Тогда казалось, что мы — не белые, не красные, мы люди, стремящиеся к любви и миру, попали сюда, к этим красным в плен, и потому не можем действовать, но что это наше лучшее как действенное начало находится именно там. Между тем хорошие люди могли действовать там меньше, чем здесь.
Итак, наше комиссарское хулиганье есть только отображение белого царского дворянского хулиганья, это в равновесии, а на стороне красных есть плюс — возмездие».
А кроме всего прочего, Пришвин оставался верен своей личной ответственности за то, что происходило в России.
«…Я против существующей власти не иду, потому что мне мешает чувство причастности к ней. В творчестве Чудища, конечно, участие было самое маленькое, бессознательное и состояло скорее в попустительстве, легкомыслии и пр., но все-таки…»
— писал он Иванову-Разумнику.
Пожалуй, в этом было самое серьезное политическое расхождение с Буниным: да, народ окаянный, но вот с властью не все так просто. Для Бунина она была концентрированным, аспидным выражением этого окаянства, Пришвин же возлагал на нее осторожные надежды. Особенно на центральную, может быть, потому, что был от нее далеко.
«Мне иногда кажется, что огромное большинство русского народа тайные коммунисты, выступающие враждебно против явных (идеи, которым я сочувствую), иногда это враждебное чувство бывает до белого каления, и я сам не раз бросался из глуши с целью убежать из родины куда глаза глядят, но по мере удаления от глухого места… и когда я прибывал в столицу и продумывал все, что этого зла никто не хотел отсюда, и зло делали местные люди, присвоившие себе название коммунистов.
Добираясь до источника — вдруг видишь, что сам источник чист».
Источник коммунизма — он имел в виду. Идея хороша, и вожди хороши, но на местах ее портят примазывающиеся мерзавцы и прохвосты, недостойные звания коммуниста, и ведь эту мысль — цену которой мы сегодня как будто бы знаем — никто Пришвину не навязывал, и не было здесь никакой конъюнктуры и расчета, а только искренность и свободное волеизъявление — так что ж удивляться тому, что он напишет о коммунистах в тридцатые и сороковые годы и попадет под огонь и нынешней либеральной критики, и тех достойных писателей, кто этого компромисса ему простить не мог.

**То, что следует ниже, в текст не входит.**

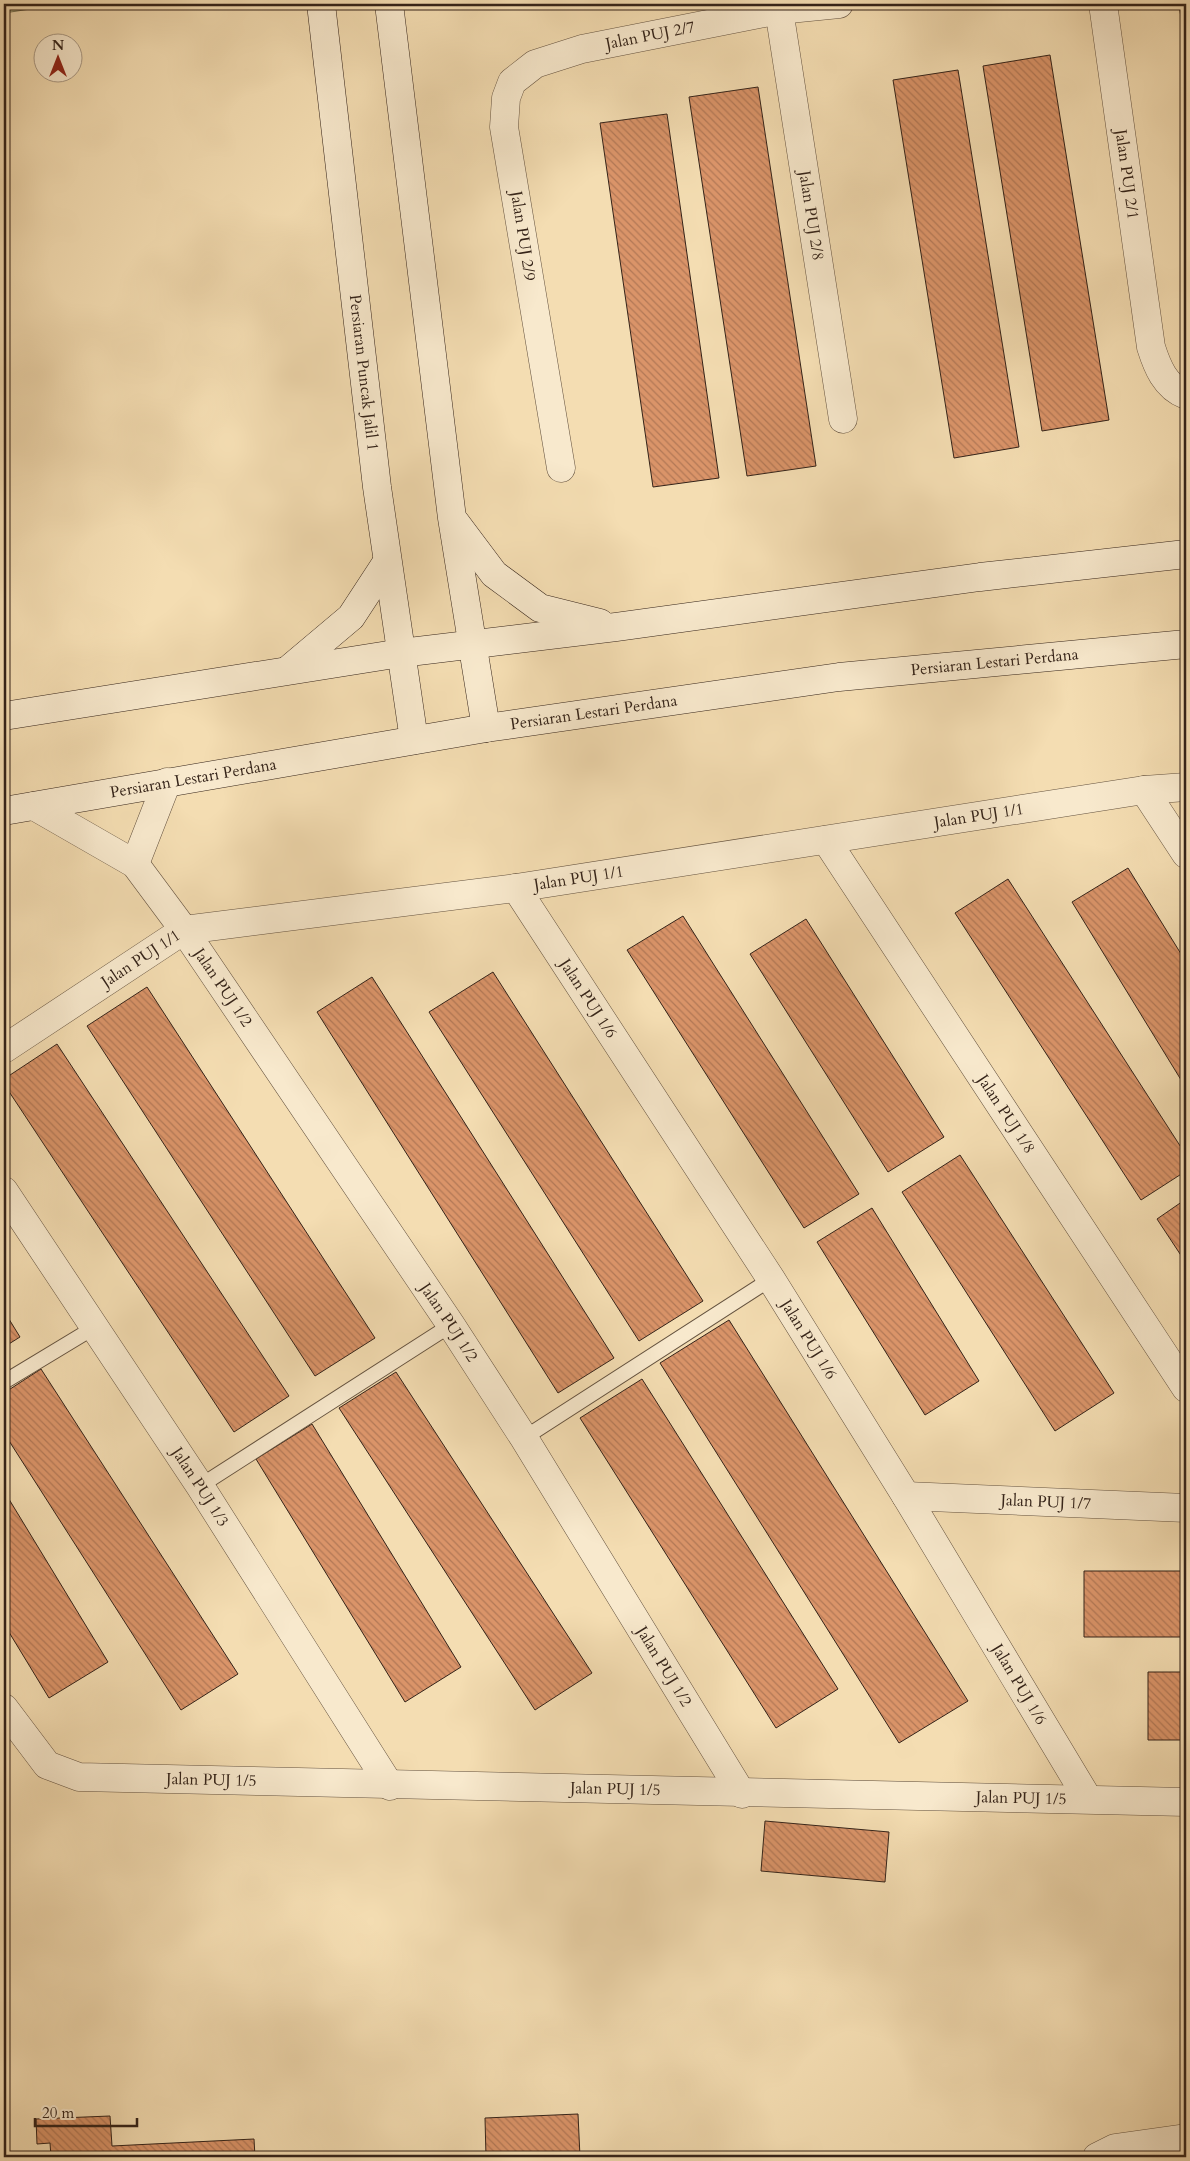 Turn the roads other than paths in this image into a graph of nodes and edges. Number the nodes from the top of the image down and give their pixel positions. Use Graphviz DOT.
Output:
graph roads {
  1 [pos="321,4"];
  2 [pos="389,4"];
  3 [pos="839,4"];
  4 [pos="1103,4"];
  5 [pos="778,7"];
  6 [pos="582,49"];
  7 [pos="1186,395"];
  8 [pos="843,419"];
  9 [pos="561,468"];
  10 [pos="452,518"];
  11 [pos="1186,554"];
  12 [pos="387,562"];
  13 [pos="616,627"];
  14 [pos="1186,644"];
  15 [pos="472,645"];
  16 [pos="401,653"];
  17 [pos="287,671"];
  18 [pos="4,716"];
  19 [pos="486,728"];
  20 [pos="414,740"];
  21 [pos="167,782"];
  22 [pos="1186,787"];
  23 [pos="1144,790"];
  24 [pos="34,806"];
  25 [pos="4,811"];
  26 [pos="826,840"];
  27 [pos="1186,854"];
  28 [pos="136,864"];
  29 [pos="516,888"];
  30 [pos="184,930"];
  31 [pos="4,1049"];
  32 [pos="4,1191"];
  33 [pos="771,1280"];
  34 [pos="451,1324"];
  35 [pos="95,1327"];
  36 [pos="4,1382"];
  37 [pos="1186,1388"];
  38 [pos="524,1438"];
  39 [pos="200,1486"];
  40 [pos="906,1496"];
  41 [pos="1186,1508"];
  42 [pos="4,1708"];
  43 [pos="390,1786"];
  44 [pos="742,1794"];
  45 [pos="1088,1799"];
  46 [pos="1186,1802"];
  47 [pos="1186,2138"];
  48 [pos="1097,2157"];
  1 -- 12 [label="street, Persiaran Puncak Jalil 1"];
  2 -- 10 [label="street"];
  3 -- 5 [label="street, Jalan PUJ 2/7"];
  4 -- 7 [label="street, Jalan PUJ 2/1"];
  5 -- 6 [label="street, Jalan PUJ 2/7"];
  5 -- 8 [label="street, Jalan PUJ 2/8"];
  6 -- 9 [label="street, Jalan PUJ 2/9"];
  10 -- 13 [label="street"];
  10 -- 15 [label="street"];
  11 -- 13 [label="street"];
  12 -- 16 [label="street, Persiaran Puncak Jalil 1"];
  12 -- 17 [label="street"];
  13 -- 15 [label="street"];
  14 -- 19 [label="street, Persiaran Lestari Perdana"];
  15 -- 16 [label="street"];
  15 -- 19 [label="street"];
  16 -- 17 [label="street"];
  16 -- 20 [label="street, Persiaran Puncak Jalil 1"];
  17 -- 18 [label="street"];
  19 -- 20 [label="street, Persiaran Lestari Perdana"];
  20 -- 21 [label="street, Persiaran Lestari Perdana"];
  21 -- 24 [label="street, Persiaran Lestari Perdana"];
  21 -- 28 [label="street"];
  22 -- 23 [label="street, Jalan PUJ 1/1"];
  23 -- 26 [label="street, Jalan PUJ 1/1"];
  23 -- 27 [label="street"];
  24 -- 25 [label="street, Persiaran Lestari Perdana"];
  24 -- 28 [label="street, Jalan PUJ 1/2"];
  26 -- 29 [label="street, Jalan PUJ 1/1"];
  26 -- 37 [label="street, Jalan PUJ 1/8"];
  28 -- 30 [label="street, Jalan PUJ 1/2"];
  29 -- 30 [label="street, Jalan PUJ 1/1"];
  29 -- 33 [label="street, Jalan PUJ 1/6"];
  30 -- 31 [label="street, Jalan PUJ 1/1"];
  30 -- 34 [label="street, Jalan PUJ 1/2"];
  32 -- 35 [label="street, Jalan PUJ 1/3"];
  33 -- 38 [label="lane"];
  33 -- 40 [label="street, Jalan PUJ 1/6"];
  34 -- 38 [label="street, Jalan PUJ 1/2"];
  34 -- 39 [label="lane"];
  35 -- 36 [label="lane"];
  35 -- 39 [label="street, Jalan PUJ 1/3"];
  38 -- 44 [label="street, Jalan PUJ 1/2"];
  39 -- 43 [label="street, Jalan PUJ 1/3"];
  40 -- 41 [label="street, Jalan PUJ 1/7"];
  40 -- 45 [label="street, Jalan PUJ 1/6"];
  42 -- 43 [label="street, Jalan PUJ 1/5"];
  43 -- 44 [label="street, Jalan PUJ 1/5"];
  44 -- 45 [label="street, Jalan PUJ 1/5"];
  45 -- 46 [label="street, Jalan PUJ 1/5"];
  47 -- 48 [label="street"];
}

Гораздо раньше, в начале двадцатых годов, и не для того вовсе, чтобы пробиться в советскую печать, Пришвин писал:
«Теперь герой моих дум — идеальный большевик, распятый во власти, которому нужно принять на себя весь грех и лжи и убийства: „Что же вы думаете, дурак я, и когда брал из рук Смердякова власть, и я действительно считал его „пролетарием“? Я ему лгал, чтобы захватить его в свои руки для работы на действительного пролетария, человека будущего. Но и ложь моя, и убийства мои легли бы на вас, все это я взял на себя, и вы остаетесь чистыми и проклинаете меня за то, что я взял неизбежное зло на себя“. Словом, я хочу теперь стать на точку зрения большевика (идеального — и такие есть, ими и держится власть), чтобы ясно увидеть ошибки».
«Самое тяжкое в деревне для интеллигентного человека, что каким бы ни был он врагом большевиков — все-таки они ему в деревне самые близкие люди».
Вот так! И никуда от этого признания не денешься, и чувствуется в нем безутешная провальная правда одинокого человека, затерявшегося в мужицком море, и потому представить дело так, что в тридцатые годы Пришвин ни с того ни с сего, от страха иудейска или еще по какой-то причине вдруг враз стал подкоммунивать, изворачиваться и лгать, уподоблять его А. Н. Толстому — значит, и упрощать, и искажать его духовный путь.